▸ **Directions for this task**:
Work through the data and report how many lines include the string "Lima", giving the number alone.

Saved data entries
= = =

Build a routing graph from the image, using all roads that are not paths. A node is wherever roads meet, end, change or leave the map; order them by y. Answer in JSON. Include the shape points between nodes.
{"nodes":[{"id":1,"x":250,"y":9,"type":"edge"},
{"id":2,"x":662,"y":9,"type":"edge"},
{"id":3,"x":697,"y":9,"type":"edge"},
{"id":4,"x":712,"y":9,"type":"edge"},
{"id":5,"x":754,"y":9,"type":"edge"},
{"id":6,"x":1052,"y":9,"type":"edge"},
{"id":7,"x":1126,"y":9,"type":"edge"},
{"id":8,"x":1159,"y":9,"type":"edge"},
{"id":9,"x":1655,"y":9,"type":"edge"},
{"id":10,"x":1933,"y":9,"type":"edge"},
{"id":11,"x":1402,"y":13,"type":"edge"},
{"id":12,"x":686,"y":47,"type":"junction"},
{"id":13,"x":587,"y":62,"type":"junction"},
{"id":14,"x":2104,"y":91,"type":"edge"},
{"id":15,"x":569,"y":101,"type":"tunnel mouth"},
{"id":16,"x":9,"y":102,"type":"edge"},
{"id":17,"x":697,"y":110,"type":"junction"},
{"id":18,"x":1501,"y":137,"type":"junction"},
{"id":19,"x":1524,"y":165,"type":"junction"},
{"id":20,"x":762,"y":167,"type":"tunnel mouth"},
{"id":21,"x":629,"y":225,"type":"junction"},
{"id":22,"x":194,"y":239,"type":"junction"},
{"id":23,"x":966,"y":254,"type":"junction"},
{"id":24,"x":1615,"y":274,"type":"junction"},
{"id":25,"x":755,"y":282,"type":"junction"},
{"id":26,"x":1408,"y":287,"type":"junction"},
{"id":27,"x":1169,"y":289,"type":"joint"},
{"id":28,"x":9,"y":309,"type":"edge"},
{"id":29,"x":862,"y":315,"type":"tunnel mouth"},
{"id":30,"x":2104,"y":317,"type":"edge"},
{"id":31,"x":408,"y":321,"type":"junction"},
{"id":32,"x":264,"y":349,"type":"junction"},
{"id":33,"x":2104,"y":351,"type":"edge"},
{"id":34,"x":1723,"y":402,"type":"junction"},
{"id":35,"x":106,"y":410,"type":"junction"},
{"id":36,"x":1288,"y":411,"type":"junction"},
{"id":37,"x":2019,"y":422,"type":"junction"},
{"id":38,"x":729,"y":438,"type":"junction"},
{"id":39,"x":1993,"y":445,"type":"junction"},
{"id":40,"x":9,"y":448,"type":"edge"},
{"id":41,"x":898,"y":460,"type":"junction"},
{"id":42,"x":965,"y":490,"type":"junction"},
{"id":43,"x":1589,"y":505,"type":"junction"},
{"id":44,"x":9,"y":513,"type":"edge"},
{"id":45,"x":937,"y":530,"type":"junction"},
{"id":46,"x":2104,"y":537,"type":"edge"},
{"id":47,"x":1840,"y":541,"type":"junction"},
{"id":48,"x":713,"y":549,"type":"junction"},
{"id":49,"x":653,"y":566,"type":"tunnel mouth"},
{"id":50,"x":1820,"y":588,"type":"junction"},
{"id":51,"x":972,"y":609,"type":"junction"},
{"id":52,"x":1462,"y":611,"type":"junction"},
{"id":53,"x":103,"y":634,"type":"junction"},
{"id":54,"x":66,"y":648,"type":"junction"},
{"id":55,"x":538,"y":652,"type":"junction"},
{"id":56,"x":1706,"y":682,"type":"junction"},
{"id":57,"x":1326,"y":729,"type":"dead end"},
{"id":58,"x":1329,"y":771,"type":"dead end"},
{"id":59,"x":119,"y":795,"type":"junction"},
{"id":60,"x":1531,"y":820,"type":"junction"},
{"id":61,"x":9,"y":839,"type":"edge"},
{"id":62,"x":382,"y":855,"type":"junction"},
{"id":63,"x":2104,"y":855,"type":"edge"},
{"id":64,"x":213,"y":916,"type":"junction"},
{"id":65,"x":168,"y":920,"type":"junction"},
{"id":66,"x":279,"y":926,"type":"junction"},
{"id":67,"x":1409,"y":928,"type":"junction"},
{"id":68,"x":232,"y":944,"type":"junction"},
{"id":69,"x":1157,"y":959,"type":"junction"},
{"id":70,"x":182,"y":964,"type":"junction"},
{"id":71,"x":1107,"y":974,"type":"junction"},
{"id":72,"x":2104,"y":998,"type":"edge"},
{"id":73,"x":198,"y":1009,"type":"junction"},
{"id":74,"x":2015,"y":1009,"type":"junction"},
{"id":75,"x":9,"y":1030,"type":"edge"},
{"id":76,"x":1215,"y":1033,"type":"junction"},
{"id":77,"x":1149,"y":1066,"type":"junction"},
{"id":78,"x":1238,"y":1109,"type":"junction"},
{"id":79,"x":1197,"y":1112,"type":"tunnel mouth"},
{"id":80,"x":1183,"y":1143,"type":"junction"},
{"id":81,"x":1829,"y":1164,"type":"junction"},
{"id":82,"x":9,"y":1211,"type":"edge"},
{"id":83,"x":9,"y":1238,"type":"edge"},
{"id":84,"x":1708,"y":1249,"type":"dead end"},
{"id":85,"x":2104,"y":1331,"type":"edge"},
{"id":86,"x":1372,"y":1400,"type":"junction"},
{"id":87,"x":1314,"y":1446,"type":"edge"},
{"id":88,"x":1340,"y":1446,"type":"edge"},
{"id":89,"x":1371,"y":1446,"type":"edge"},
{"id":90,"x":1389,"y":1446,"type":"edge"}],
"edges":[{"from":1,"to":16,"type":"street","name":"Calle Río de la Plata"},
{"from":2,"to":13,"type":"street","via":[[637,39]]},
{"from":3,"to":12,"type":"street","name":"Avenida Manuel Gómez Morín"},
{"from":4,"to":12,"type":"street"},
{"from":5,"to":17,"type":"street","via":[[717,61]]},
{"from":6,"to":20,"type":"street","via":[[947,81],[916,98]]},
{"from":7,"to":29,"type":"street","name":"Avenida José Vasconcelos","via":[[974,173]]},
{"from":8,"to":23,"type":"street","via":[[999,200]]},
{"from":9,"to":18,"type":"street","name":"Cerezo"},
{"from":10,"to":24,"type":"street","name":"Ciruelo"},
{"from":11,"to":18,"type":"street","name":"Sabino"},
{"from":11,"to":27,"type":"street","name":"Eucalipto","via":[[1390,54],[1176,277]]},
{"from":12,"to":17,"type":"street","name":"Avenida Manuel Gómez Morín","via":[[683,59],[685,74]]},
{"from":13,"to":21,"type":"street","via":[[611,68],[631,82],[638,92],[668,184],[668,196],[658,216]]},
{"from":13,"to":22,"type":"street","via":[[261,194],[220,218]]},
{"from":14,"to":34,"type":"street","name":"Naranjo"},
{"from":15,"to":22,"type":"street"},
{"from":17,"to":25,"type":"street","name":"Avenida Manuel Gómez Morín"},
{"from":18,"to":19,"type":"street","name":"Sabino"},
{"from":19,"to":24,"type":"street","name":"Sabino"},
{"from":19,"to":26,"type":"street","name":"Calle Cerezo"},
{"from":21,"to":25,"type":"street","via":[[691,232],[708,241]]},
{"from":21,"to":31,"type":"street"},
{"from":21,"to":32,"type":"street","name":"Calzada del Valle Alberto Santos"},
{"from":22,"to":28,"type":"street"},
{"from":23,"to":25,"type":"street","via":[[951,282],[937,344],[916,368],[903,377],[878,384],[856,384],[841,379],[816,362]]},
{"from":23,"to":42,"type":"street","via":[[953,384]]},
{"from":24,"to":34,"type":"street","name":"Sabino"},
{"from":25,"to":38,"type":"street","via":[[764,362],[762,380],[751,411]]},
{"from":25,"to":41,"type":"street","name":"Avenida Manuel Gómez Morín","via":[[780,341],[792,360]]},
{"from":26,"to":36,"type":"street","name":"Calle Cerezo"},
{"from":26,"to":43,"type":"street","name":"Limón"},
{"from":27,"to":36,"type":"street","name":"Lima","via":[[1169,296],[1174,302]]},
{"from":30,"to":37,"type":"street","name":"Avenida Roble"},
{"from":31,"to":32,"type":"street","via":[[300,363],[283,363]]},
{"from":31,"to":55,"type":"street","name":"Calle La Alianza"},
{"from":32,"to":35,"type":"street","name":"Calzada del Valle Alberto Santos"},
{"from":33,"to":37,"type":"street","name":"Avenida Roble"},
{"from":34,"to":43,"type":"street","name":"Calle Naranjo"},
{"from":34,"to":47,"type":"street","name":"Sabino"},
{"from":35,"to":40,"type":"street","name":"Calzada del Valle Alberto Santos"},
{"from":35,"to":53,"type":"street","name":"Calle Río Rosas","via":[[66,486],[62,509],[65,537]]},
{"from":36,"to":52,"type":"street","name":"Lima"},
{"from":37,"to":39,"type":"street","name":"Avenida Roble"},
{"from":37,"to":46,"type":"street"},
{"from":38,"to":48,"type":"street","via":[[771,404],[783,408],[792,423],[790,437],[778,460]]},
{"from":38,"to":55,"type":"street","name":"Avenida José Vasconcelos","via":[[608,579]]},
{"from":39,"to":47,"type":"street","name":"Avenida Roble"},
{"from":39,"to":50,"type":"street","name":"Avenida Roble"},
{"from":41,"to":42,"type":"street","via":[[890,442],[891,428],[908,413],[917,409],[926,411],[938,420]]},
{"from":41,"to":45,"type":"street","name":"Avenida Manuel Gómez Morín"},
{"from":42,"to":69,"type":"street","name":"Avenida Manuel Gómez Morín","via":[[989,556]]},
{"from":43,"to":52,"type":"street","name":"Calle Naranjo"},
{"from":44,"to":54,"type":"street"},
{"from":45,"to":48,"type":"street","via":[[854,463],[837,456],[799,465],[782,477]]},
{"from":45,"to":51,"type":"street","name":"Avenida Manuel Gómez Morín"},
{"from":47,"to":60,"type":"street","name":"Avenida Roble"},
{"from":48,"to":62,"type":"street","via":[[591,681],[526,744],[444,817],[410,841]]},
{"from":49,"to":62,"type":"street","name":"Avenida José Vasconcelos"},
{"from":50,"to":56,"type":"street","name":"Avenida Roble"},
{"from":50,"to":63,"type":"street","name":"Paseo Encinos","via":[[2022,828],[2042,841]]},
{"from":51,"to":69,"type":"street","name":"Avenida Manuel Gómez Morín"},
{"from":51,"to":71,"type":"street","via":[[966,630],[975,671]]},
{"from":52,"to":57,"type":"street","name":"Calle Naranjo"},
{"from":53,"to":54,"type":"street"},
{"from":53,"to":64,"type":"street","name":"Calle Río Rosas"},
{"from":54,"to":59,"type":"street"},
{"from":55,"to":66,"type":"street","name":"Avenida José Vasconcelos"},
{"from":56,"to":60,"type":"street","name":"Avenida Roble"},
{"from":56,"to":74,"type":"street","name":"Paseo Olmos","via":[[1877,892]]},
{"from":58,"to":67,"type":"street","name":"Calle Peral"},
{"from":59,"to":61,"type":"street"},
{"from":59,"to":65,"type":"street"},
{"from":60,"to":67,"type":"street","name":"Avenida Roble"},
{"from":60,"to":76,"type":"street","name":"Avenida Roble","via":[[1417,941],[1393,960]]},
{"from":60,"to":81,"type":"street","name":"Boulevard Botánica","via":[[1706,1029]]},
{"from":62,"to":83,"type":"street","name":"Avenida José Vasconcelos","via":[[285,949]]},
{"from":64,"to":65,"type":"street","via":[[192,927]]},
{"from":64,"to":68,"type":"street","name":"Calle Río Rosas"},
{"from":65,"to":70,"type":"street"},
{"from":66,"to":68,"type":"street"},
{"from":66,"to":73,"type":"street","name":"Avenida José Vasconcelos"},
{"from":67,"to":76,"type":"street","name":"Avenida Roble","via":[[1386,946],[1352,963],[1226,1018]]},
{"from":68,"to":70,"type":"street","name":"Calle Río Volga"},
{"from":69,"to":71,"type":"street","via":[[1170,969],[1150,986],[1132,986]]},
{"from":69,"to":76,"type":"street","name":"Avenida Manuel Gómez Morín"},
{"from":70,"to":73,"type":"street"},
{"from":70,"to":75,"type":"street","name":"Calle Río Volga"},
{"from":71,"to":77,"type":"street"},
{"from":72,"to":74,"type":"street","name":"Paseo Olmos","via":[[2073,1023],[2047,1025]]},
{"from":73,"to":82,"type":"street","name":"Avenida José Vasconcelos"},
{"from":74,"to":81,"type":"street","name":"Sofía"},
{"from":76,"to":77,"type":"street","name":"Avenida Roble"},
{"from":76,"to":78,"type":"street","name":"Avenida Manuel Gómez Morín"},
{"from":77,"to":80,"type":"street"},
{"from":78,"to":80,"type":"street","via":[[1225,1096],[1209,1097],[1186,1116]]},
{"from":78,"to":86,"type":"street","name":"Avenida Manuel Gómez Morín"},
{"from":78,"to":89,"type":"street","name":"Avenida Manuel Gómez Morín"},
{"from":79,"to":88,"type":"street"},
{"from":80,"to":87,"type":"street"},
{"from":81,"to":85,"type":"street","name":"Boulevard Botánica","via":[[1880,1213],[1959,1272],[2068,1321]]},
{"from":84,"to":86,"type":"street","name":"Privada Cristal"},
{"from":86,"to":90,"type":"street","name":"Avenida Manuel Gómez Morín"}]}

= = =

▸ **Response area**:
2